U-Net architectures have proven to be extremely effective in image segmentation tasks [32, 33]. The U-shaped architecture of ProteinUnet2 is based on the idea from our previous ProteinUnet for secondary structure prediction [15] (for which the results are presented in Supplementary Table S1). The new architecture was adjusted to handle multiple inputs by using multiple contractive paths, one for each input (Fig. 6). After each down-block, the features of all inputs are concatenated together and passed to the up-block via a skip connection. There are two output layers with softmax activations connected to the last up-block, separately for SS3 and SS8. In ProteinUnet2, we limited the maximum supported sequence length from 1024 to 704 to further improve training and inference times without losing accuracy. Anyway, SPOT-1D and SAINT were not trained with proteins longer than 700, and there are no proteins longer than 704 in our datasets. The input features and the number of filters were selected experimentally as described in the next section.
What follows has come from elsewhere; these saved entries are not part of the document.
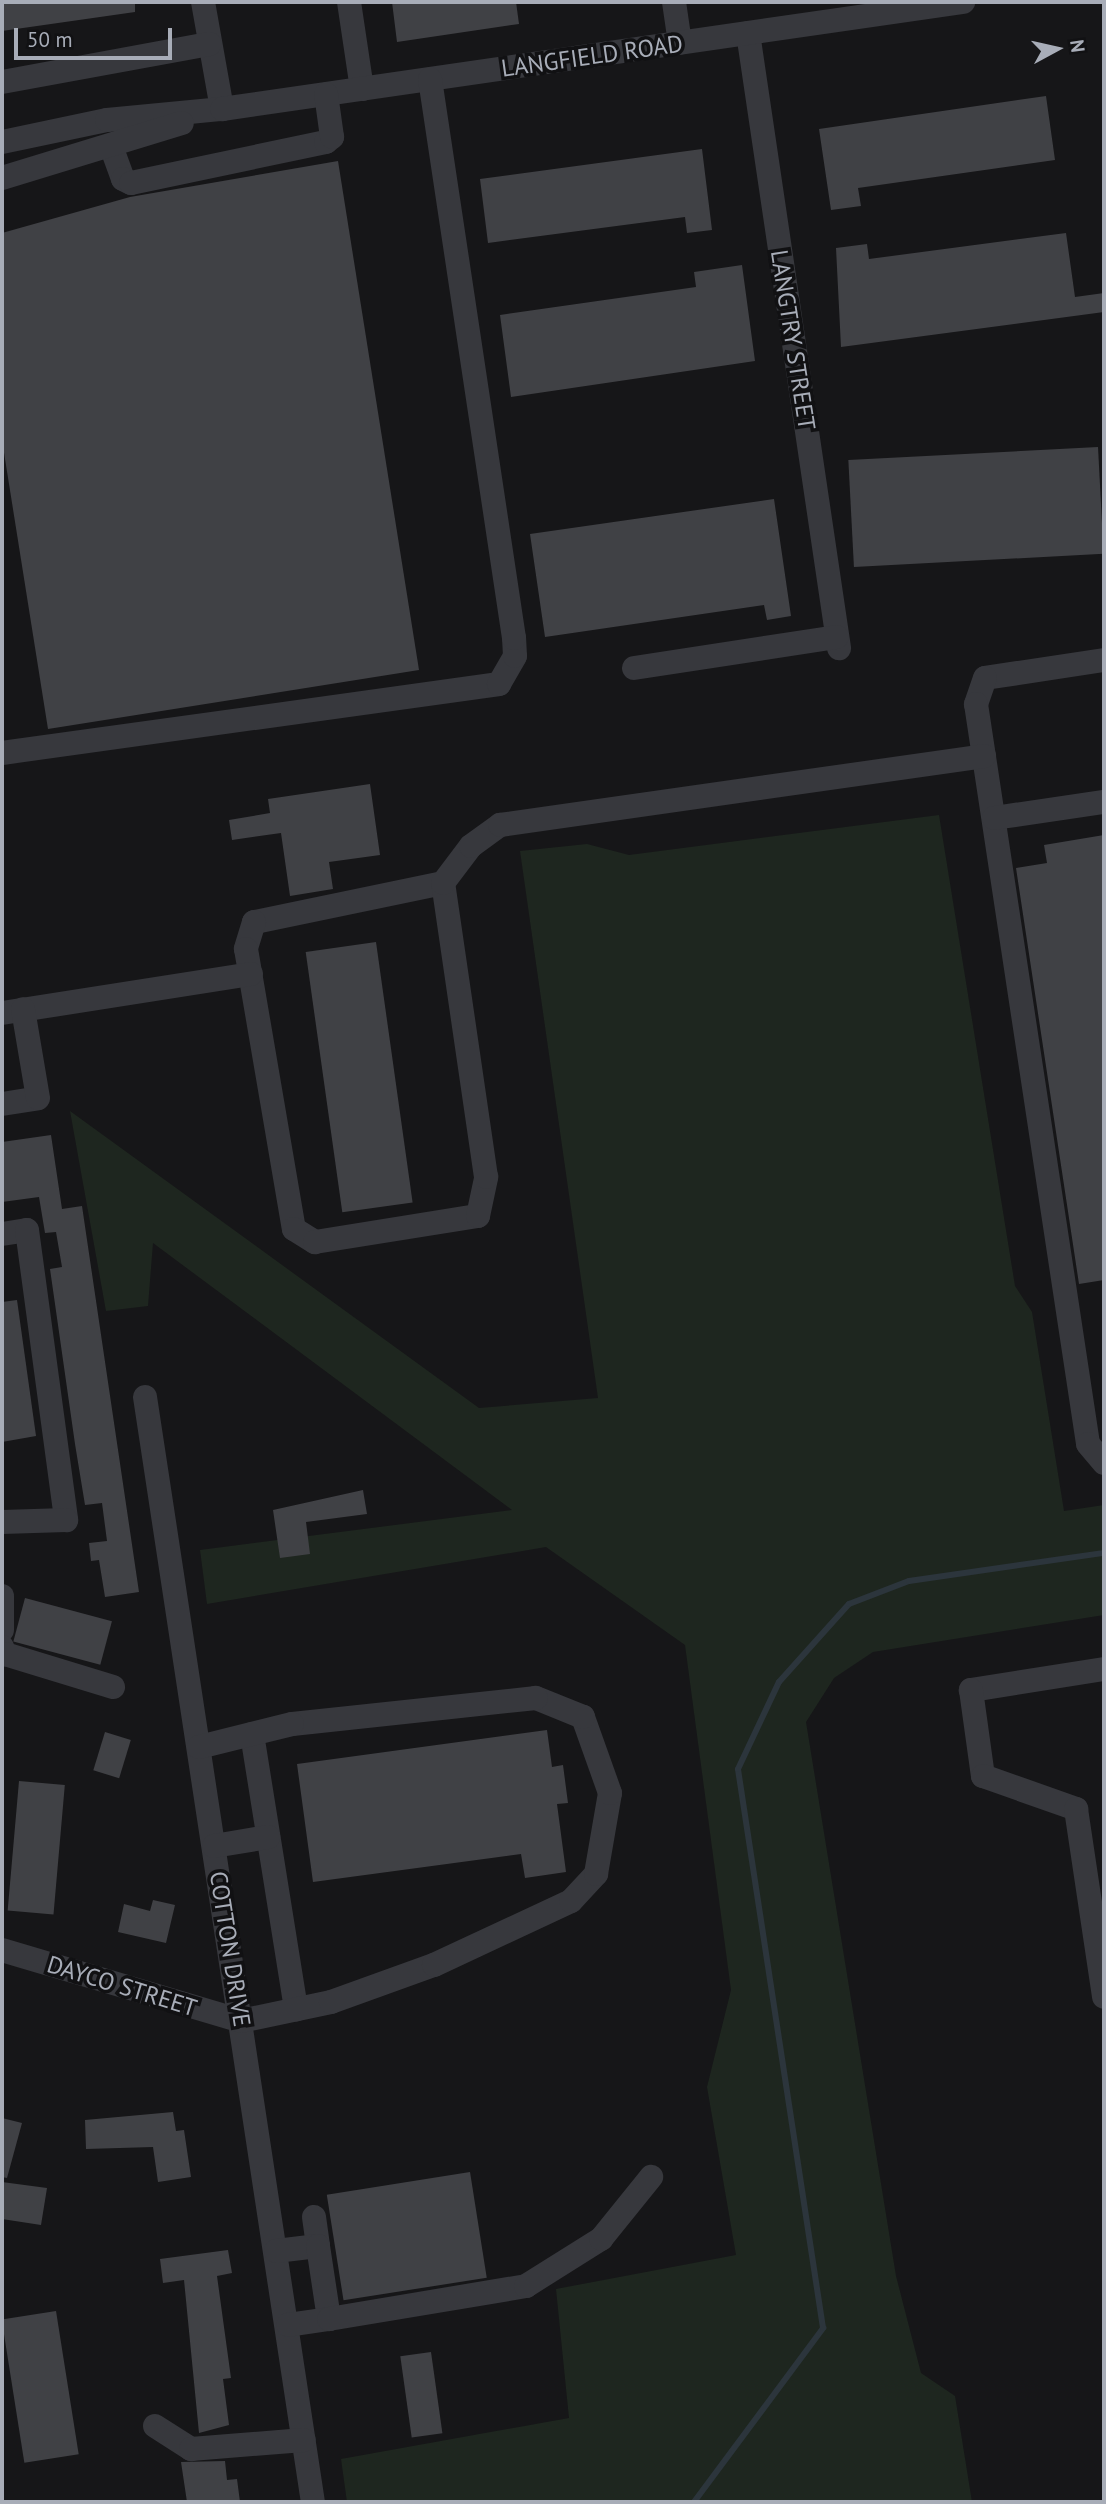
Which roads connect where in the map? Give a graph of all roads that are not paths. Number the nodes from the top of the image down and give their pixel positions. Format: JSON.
{"nodes":[{"id":1,"x":204,"y":2,"type":"edge"},
{"id":2,"x":349,"y":2,"type":"edge"},
{"id":3,"x":674,"y":2,"type":"edge"},
{"id":4,"x":963,"y":2,"type":"edge"},
{"id":5,"x":748,"y":33,"type":"junction"},
{"id":6,"x":680,"y":43,"type":"junction"},
{"id":7,"x":210,"y":44,"type":"junction"},
{"id":8,"x":430,"y":79,"type":"junction"},
{"id":9,"x":2,"y":82,"type":"edge"},
{"id":10,"x":362,"y":89,"type":"junction"},
{"id":11,"x":326,"y":94,"type":"junction"},
{"id":12,"x":222,"y":109,"type":"junction"},
{"id":13,"x":2,"y":142,"type":"edge"},
{"id":14,"x":111,"y":146,"type":"junction"},
{"id":15,"x":2,"y":178,"type":"edge"},
{"id":16,"x":1104,"y":660,"type":"edge"},
{"id":17,"x":634,"y":668,"type":"dead end"},
{"id":18,"x":2,"y":753,"type":"edge"},
{"id":19,"x":984,"y":756,"type":"junction"},
{"id":20,"x":1104,"y":802,"type":"edge"},
{"id":21,"x":994,"y":818,"type":"junction"},
{"id":22,"x":443,"y":883,"type":"junction"},
{"id":23,"x":251,"y":974,"type":"junction"},
{"id":24,"x":13,"y":1011,"type":"edge"},
{"id":25,"x":2,"y":1104,"type":"edge"},
{"id":26,"x":2,"y":1234,"type":"edge"},
{"id":27,"x":145,"y":1397,"type":"dead end"},
{"id":28,"x":1104,"y":1463,"type":"edge"},
{"id":29,"x":2,"y":1522,"type":"edge"},
{"id":30,"x":2,"y":1596,"type":"edge"},
{"id":31,"x":2,"y":1630,"type":"edge"},
{"id":32,"x":2,"y":1647,"type":"edge"},
{"id":33,"x":1104,"y":1670,"type":"edge"},
{"id":34,"x":113,"y":1687,"type":"dead end"},
{"id":35,"x":252,"y":1734,"type":"junction"},
{"id":36,"x":199,"y":1747,"type":"junction"},
{"id":37,"x":268,"y":1837,"type":"junction"},
{"id":38,"x":214,"y":1846,"type":"junction"},
{"id":39,"x":2,"y":1950,"type":"edge"},
{"id":40,"x":1104,"y":1997,"type":"edge"},
{"id":41,"x":296,"y":2010,"type":"junction"},
{"id":42,"x":241,"y":2021,"type":"junction"},
{"id":43,"x":651,"y":2177,"type":"dead end"},
{"id":44,"x":314,"y":2217,"type":"dead end"},
{"id":45,"x":318,"y":2246,"type":"junction"},
{"id":46,"x":276,"y":2251,"type":"junction"},
{"id":47,"x":329,"y":2319,"type":"junction"},
{"id":48,"x":288,"y":2325,"type":"junction"},
{"id":49,"x":155,"y":2426,"type":"dead end"},
{"id":50,"x":304,"y":2440,"type":"junction"},
{"id":51,"x":313,"y":2502,"type":"edge"}],
"edges":[{"from":1,"to":7,"type":"street"},
{"from":2,"to":10,"type":"street"},
{"from":3,"to":6,"type":"street"},
{"from":4,"to":5,"type":"street","name":"LANGFIELD ROAD"},
{"from":5,"to":6,"type":"street","name":"LANGFIELD ROAD"},
{"from":5,"to":17,"type":"street","name":"LANGTRY STREET"},
{"from":6,"to":8,"type":"street","name":"LANGFIELD ROAD"},
{"from":7,"to":9,"type":"street"},
{"from":7,"to":12,"type":"street"},
{"from":8,"to":10,"type":"street","name":"LANGFIELD ROAD"},
{"from":8,"to":18,"type":"street"},
{"from":10,"to":11,"type":"street","name":"LANGFIELD ROAD"},
{"from":11,"to":12,"type":"street","name":"LANGFIELD ROAD"},
{"from":11,"to":14,"type":"street"},
{"from":12,"to":13,"type":"street","name":"LANGFIELD ROAD"},
{"from":12,"to":14,"type":"street","name":"LANGFIELD ROAD"},
{"from":14,"to":15,"type":"street","name":"LANGFIELD ROAD"},
{"from":16,"to":19,"type":"street"},
{"from":19,"to":21,"type":"street"},
{"from":19,"to":22,"type":"street"},
{"from":20,"to":21,"type":"street"},
{"from":21,"to":28,"type":"street"},
{"from":22,"to":23,"type":"street"},
{"from":22,"to":23,"type":"street"},
{"from":23,"to":24,"type":"street"},
{"from":24,"to":25,"type":"street"},
{"from":26,"to":29,"type":"street"},
{"from":27,"to":36,"type":"street","name":"COTTON DRIVE"},
{"from":30,"to":31,"type":"street"},
{"from":32,"to":34,"type":"street"},
{"from":33,"to":40,"type":"street"},
{"from":35,"to":36,"type":"street"},
{"from":35,"to":37,"type":"street"},
{"from":35,"to":41,"type":"street"},
{"from":36,"to":38,"type":"street","name":"COTTON DRIVE"},
{"from":37,"to":38,"type":"street"},
{"from":37,"to":41,"type":"street"},
{"from":38,"to":42,"type":"street","name":"COTTON DRIVE"},
{"from":39,"to":42,"type":"street","name":"DAYCO STREET"},
{"from":41,"to":42,"type":"street"},
{"from":42,"to":46,"type":"street","name":"COTTON DRIVE"},
{"from":43,"to":47,"type":"street"},
{"from":44,"to":45,"type":"street"},
{"from":45,"to":46,"type":"street"},
{"from":45,"to":47,"type":"street"},
{"from":46,"to":48,"type":"street","name":"COTTON DRIVE"},
{"from":47,"to":48,"type":"street"},
{"from":48,"to":50,"type":"street","name":"COTTON DRIVE"},
{"from":49,"to":50,"type":"street"},
{"from":50,"to":51,"type":"street","name":"COTTON DRIVE"}]}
To mitigate the problem of the increased number of inputs and parameters of the network, in the final ProteinUnet2 architecture (Figure 6), we modified the architecture to be similar to the Attention U-Net [34]. That is, we decreased the number of convolutions in each down-block from 3 to 2, added dropouts with 0.1 rate between convolutions in all blocks, and applied attention gates right before the concatenation operation. ProteinUnet2 was implemented in the environment containing Python 3.8 with TensorFlow 2.4 accelerated by CUDA 11.0 and cuDNN 8.0. The code and trained models are available on the CodeOcean platform (https://codeocean.com/capsule/0425426) ensuring high reproducibility of the results.

Feature representation and selection

ProteinUnet2 takes a sequence of feature vectors\(X=\left({x}_{1}, {x}_{2}, {x}_{3},\dots , {x}_{N}\right)\) as input, where \({x}_{i}\)is the feature vector corresponding to the ith residue, and it returns two sequences of structure probabilities vectors \(Y=\left({y}_{1}, {y}_{2}, {y}_{3},\dots , {y}_{N}\right)\)as output, where \({y}_{i}\) is the vector of 3 or 8 probabilities of ith residue being in one of SS3 or SS8 states. The 8 states are specified by the secondary structure assignment program Define Secondary Structure of Proteins (DSSP) [35]. There are three helix states: 310-helix (G), alpha-helix (H), and pi-helix (I); three strand states: beta-bridge (B) and beta-strand (E); and three coil types: high curvature loop (S), beta-turn (T), and coil (C). These 8 classes are converted into 3-class problem by grouping the states: G, H, and I into H; B and E into E; and S, T, and C into C.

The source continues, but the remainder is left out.